Metro riders in NoMa may notice people in red berets patrolling the platforms this week.
D.C. Guardian Angels, a nonprofit crime prevention organization made up of unarmed citizens, announced in a tweet yesterday that some of its members will patrol the NoMa-Gallaudet University and Rhode Island Metro stations, as well as the Metropolitan Branch Trail.
Patrol members can be spotted with their signature red berets and white shirts. Volunteers are trained to make citizens’ arrests and often take a more physical approach to preventing crime, said Guardian Angels member Aaron Thompson.

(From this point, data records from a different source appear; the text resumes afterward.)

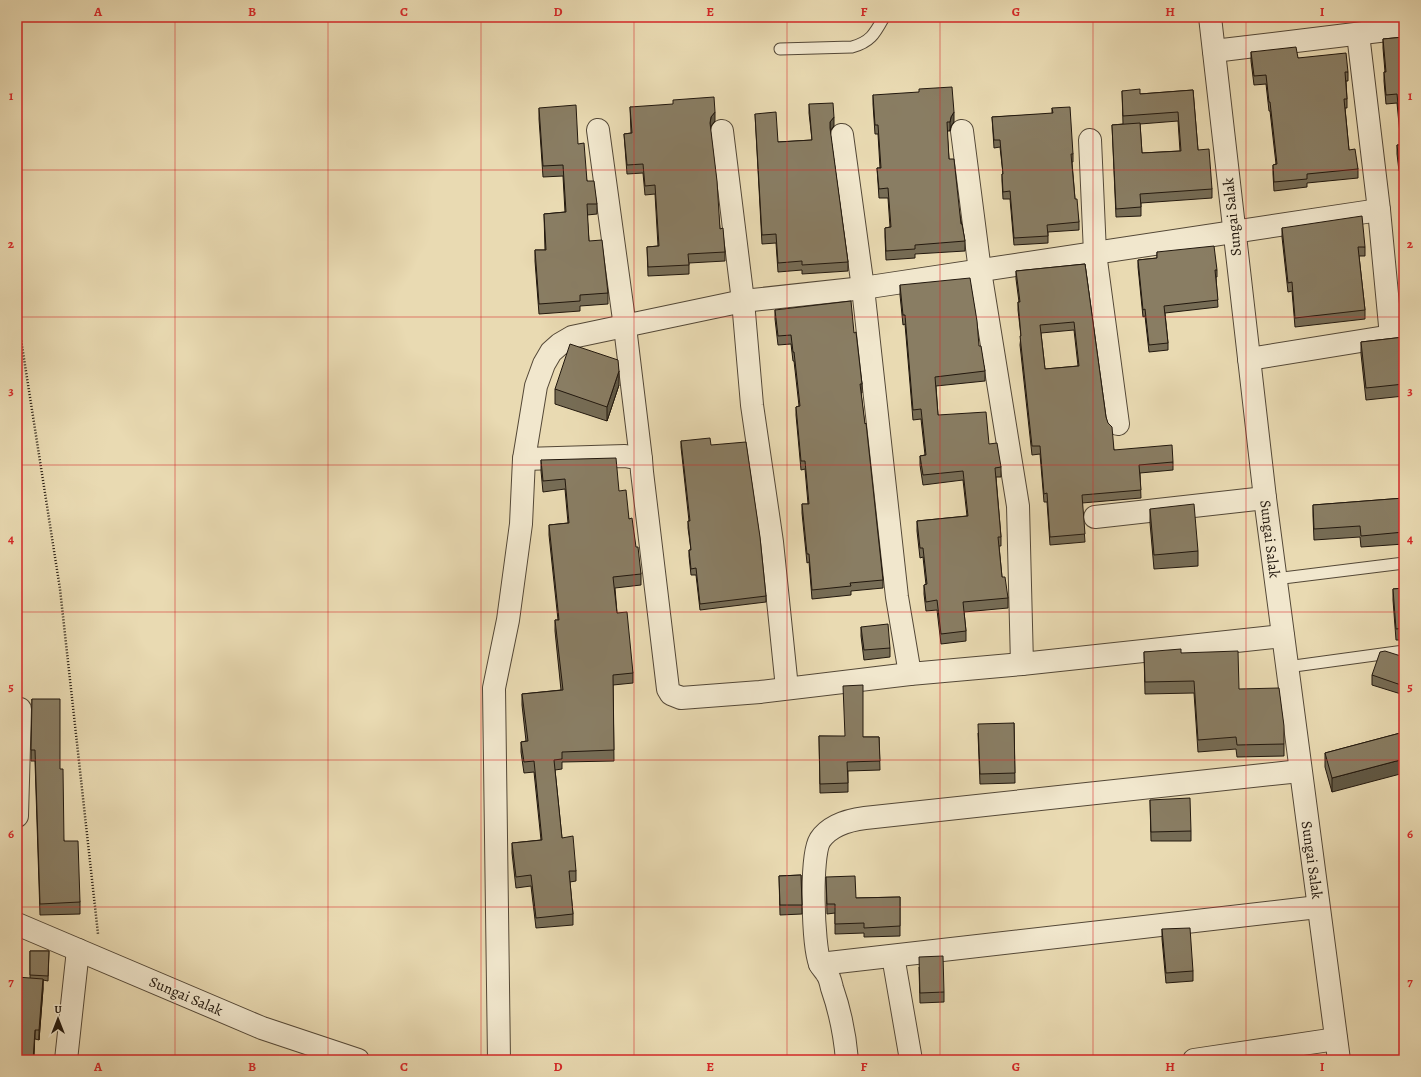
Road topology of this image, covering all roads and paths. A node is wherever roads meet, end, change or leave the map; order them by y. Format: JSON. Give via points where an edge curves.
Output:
{"nodes":[{"id":1,"x":884,"y":17,"type":"edge"},
{"id":2,"x":1210,"y":17,"type":"edge"},
{"id":3,"x":1404,"y":28,"type":"edge"},
{"id":4,"x":1358,"y":34,"type":"junction"},
{"id":5,"x":780,"y":49,"type":"dead end"},
{"id":6,"x":1214,"y":51,"type":"junction"},
{"id":7,"x":598,"y":130,"type":"dead end"},
{"id":8,"x":722,"y":131,"type":"dead end"},
{"id":9,"x":962,"y":131,"type":"dead end"},
{"id":10,"x":842,"y":135,"type":"dead end"},
{"id":11,"x":1090,"y":140,"type":"dead end"},
{"id":12,"x":1378,"y":210,"type":"junction"},
{"id":13,"x":1234,"y":233,"type":"junction"},
{"id":14,"x":1095,"y":253,"type":"junction"},
{"id":15,"x":980,"y":271,"type":"junction"},
{"id":16,"x":863,"y":288,"type":"junction"},
{"id":17,"x":744,"y":301,"type":"junction"},
{"id":18,"x":17,"y":314,"type":"edge"},
{"id":19,"x":625,"y":327,"type":"junction"},
{"id":20,"x":1398,"y":335,"type":"edge"},
{"id":21,"x":1249,"y":359,"type":"junction"},
{"id":22,"x":1118,"y":424,"type":"dead end"},
{"id":23,"x":524,"y":459,"type":"junction"},
{"id":24,"x":641,"y":459,"type":"junction"},
{"id":25,"x":1264,"y":498,"type":"junction"},
{"id":26,"x":1094,"y":517,"type":"dead end"},
{"id":27,"x":1404,"y":563,"type":"edge"},
{"id":28,"x":1275,"y":579,"type":"junction"},
{"id":29,"x":1283,"y":636,"type":"junction"},
{"id":30,"x":1404,"y":651,"type":"edge"},
{"id":31,"x":1022,"y":664,"type":"junction"},
{"id":32,"x":1287,"y":667,"type":"junction"},
{"id":33,"x":910,"y":674,"type":"junction"},
{"id":34,"x":787,"y":688,"type":"junction"},
{"id":35,"x":20,"y":709,"type":"dead end"},
{"id":36,"x":1300,"y":771,"type":"junction"},
{"id":37,"x":17,"y":816,"type":"edge"},
{"id":38,"x":1318,"y":906,"type":"junction"},
{"id":39,"x":17,"y":924,"type":"edge"},
{"id":40,"x":78,"y":950,"type":"junction"},
{"id":41,"x":893,"y":956,"type":"junction"},
{"id":42,"x":101,"y":959,"type":"junction"},
{"id":43,"x":820,"y":964,"type":"junction"},
{"id":44,"x":1337,"y":1050,"type":"edge"},
{"id":45,"x":66,"y":1060,"type":"edge"},
{"id":46,"x":358,"y":1060,"type":"edge"},
{"id":47,"x":499,"y":1060,"type":"edge"},
{"id":48,"x":847,"y":1060,"type":"edge"},
{"id":49,"x":911,"y":1060,"type":"edge"},
{"id":50,"x":1194,"y":1060,"type":"edge"}],
"edges":[{"from":1,"to":5,"type":"lane","via":[[873,36],[863,44],[852,47]]},
{"from":2,"to":6,"type":"street","name":"Sungai Salak"},
{"from":3,"to":4,"type":"street"},
{"from":4,"to":6,"type":"street"},
{"from":4,"to":12,"type":"street"},
{"from":6,"to":13,"type":"street","name":"Sungai Salak"},
{"from":7,"to":19,"type":"street"},
{"from":8,"to":17,"type":"street"},
{"from":9,"to":15,"type":"street"},
{"from":10,"to":16,"type":"street"},
{"from":11,"to":14,"type":"street"},
{"from":12,"to":13,"type":"street"},
{"from":12,"to":20,"type":"street"},
{"from":13,"to":14,"type":"street"},
{"from":13,"to":21,"type":"street","name":"Sungai Salak"},
{"from":14,"to":15,"type":"street"},
{"from":14,"to":22,"type":"street"},
{"from":15,"to":16,"type":"street"},
{"from":15,"to":31,"type":"street","via":[[1018,506]]},
{"from":16,"to":17,"type":"street"},
{"from":16,"to":33,"type":"street","via":[[897,597]]},
{"from":17,"to":19,"type":"street"},
{"from":17,"to":34,"type":"street","via":[[752,406],[772,542]]},
{"from":18,"to":42,"type":"path","via":[[60,589]]},
{"from":19,"to":23,"type":"street","via":[[572,337],[551,352],[536,386]]},
{"from":19,"to":24,"type":"street"},
{"from":20,"to":21,"type":"street"},
{"from":21,"to":25,"type":"street","name":"Sungai Salak"},
{"from":23,"to":24,"type":"street","via":[[625,456]]},
{"from":23,"to":47,"type":"street","via":[[521,524],[508,620],[494,688]]},
{"from":24,"to":34,"type":"street","via":[[668,689],[671,694],[681,698]]},
{"from":25,"to":26,"type":"street"},
{"from":25,"to":28,"type":"street","name":"Sungai Salak"},
{"from":27,"to":28,"type":"lane"},
{"from":28,"to":29,"type":"street","name":"Sungai Salak"},
{"from":29,"to":31,"type":"street"},
{"from":29,"to":32,"type":"street","name":"Sungai Salak"},
{"from":30,"to":32,"type":"lane"},
{"from":31,"to":33,"type":"street"},
{"from":32,"to":36,"type":"street","name":"Sungai Salak"},
{"from":33,"to":34,"type":"street"},
{"from":35,"to":37,"type":"street"},
{"from":36,"to":38,"type":"street","name":"Sungai Salak"},
{"from":36,"to":43,"type":"street","via":[[854,819],[839,824],[823,836],[816,852],[814,927]]},
{"from":38,"to":41,"type":"street"},
{"from":38,"to":44,"type":"street","name":"Sungai Salak"},
{"from":39,"to":40,"type":"street","name":"Sungai Salak"},
{"from":40,"to":42,"type":"street","name":"Sungai Salak"},
{"from":40,"to":45,"type":"street"},
{"from":41,"to":43,"type":"street"},
{"from":41,"to":49,"type":"street"},
{"from":42,"to":46,"type":"street","name":"Sungai Salak","via":[[262,1028]]},
{"from":43,"to":48,"type":"street","via":[[828,974],[836,1001]]},
{"from":44,"to":50,"type":"street"}]}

Patrols at the NoMa Metro station are part of the organization’s effort to make itself more visible in criminal “hot spots,” he said. Recent homicides in the NoMa area, such as the July 4 Metro stabbing, have encouraged his volunteers to stand watch at Metro stations and participate in local community outreach programs.

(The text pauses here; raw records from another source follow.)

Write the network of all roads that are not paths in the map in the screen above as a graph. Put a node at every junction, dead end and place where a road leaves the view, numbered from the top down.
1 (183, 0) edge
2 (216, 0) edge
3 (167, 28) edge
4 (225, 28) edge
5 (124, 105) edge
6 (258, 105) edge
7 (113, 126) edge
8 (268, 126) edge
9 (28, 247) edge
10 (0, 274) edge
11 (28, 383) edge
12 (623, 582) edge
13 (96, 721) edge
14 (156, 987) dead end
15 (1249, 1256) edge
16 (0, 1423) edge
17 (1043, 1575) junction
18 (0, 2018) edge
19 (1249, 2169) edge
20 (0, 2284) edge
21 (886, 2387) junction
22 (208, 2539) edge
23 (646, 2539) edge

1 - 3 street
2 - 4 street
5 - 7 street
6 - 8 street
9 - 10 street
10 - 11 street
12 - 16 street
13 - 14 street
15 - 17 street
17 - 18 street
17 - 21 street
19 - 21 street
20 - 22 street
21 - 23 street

“What’s important right now is to encourage young people to join groups like ours instead of street gangs,” Thompson said. “We need people who are concerned about their community to come forward and not be part of the problem, but rather the solution. Police can’t do it by themselves. It takes the community.”
The organization is currently seeking to train young people for lookout roles, he said. People interested in volunteering can email [email protected].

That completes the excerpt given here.